Von oben hinab, sahen sie den Menschen in ihrem Netz schaukeln. Die Haare waren rot wie Feuer. Die Silvaridis hassten Feuer. Es zerstörte Wälder und frass ihre Bäume. Sie pfiffen vogelähnliche Laute, um ihre Kumpane zu rufen, ohne den Menschen auf sich aufmerksam zu machen. Ihr Gehör war äusserst scharfsinnig. Einer von ihnen liess sich an einem Seil hinunter und hing nun vor dem Netz. Mit zusammengekniffenen Augen musterte er den Menschen. Es war ein Mädchen. Sie war jung, aber kein Kind mehr.
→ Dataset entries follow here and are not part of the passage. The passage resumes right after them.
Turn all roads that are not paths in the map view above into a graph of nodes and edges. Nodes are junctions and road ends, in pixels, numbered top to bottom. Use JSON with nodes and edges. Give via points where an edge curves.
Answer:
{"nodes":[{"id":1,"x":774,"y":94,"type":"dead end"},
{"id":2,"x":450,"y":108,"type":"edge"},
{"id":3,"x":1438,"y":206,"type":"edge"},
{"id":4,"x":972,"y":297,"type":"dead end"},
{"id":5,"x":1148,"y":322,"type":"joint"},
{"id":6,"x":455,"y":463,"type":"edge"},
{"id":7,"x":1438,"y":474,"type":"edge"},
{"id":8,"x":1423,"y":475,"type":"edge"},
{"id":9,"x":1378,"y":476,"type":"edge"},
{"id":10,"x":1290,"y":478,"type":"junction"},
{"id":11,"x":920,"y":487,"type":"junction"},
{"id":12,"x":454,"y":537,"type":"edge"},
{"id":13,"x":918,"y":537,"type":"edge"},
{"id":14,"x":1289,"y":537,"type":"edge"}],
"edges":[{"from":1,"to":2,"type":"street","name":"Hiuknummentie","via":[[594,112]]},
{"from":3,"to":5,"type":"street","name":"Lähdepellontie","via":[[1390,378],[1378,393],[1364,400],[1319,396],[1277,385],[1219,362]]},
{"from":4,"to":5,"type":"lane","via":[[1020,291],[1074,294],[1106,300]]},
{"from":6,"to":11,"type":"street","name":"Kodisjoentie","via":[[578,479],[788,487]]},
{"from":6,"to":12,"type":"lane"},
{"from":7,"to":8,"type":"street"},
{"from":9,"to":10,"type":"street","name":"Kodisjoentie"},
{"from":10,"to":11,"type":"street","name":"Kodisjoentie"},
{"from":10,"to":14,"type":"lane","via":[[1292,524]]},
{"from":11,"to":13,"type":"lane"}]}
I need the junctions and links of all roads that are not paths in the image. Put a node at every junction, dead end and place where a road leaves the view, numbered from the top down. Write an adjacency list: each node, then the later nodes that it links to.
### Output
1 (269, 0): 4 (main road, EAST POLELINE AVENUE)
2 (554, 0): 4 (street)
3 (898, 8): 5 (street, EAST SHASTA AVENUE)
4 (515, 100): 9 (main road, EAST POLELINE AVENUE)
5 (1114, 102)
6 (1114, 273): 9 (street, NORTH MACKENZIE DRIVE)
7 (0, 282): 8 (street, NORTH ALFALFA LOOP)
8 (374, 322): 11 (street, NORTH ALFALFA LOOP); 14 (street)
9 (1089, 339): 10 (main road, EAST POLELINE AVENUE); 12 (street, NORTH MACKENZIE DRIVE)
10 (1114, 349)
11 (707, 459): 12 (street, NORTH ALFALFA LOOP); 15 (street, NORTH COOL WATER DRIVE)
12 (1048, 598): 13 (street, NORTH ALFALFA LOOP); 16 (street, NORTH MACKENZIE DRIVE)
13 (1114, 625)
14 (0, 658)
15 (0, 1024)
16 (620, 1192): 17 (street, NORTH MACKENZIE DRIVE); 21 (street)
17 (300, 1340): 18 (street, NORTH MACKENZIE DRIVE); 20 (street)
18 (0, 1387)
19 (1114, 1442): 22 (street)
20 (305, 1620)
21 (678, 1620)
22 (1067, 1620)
Runa starrte das seltsame Wesen vor sich an. Irgendwo in einem Buch hatte sie einmal über sie gelesen. Doch sie mochte sich kaum noch entsinnen, was über sie geschrieben war. Sie erinnerte sich, dass sie sich selbst Silvaridis nannten.

Ein helles Lachen kam aus dem Mund des Silvaridis.

«Du in erste Falle gelaufen.»

Wieder lachte es.

«Dummer Mensch, kommt in unseren Wald und läuft laut wie ein Elefant.»

Runa glaubte zwischen den Blättern viele hunderte Augenpaare zu erblicken. Irgendwo oben erklang Gelächter aus vielen verschiedenen Mündern.

«Dummer Mensch, dumm dumm, khihihiii», sang es in den Bäumen.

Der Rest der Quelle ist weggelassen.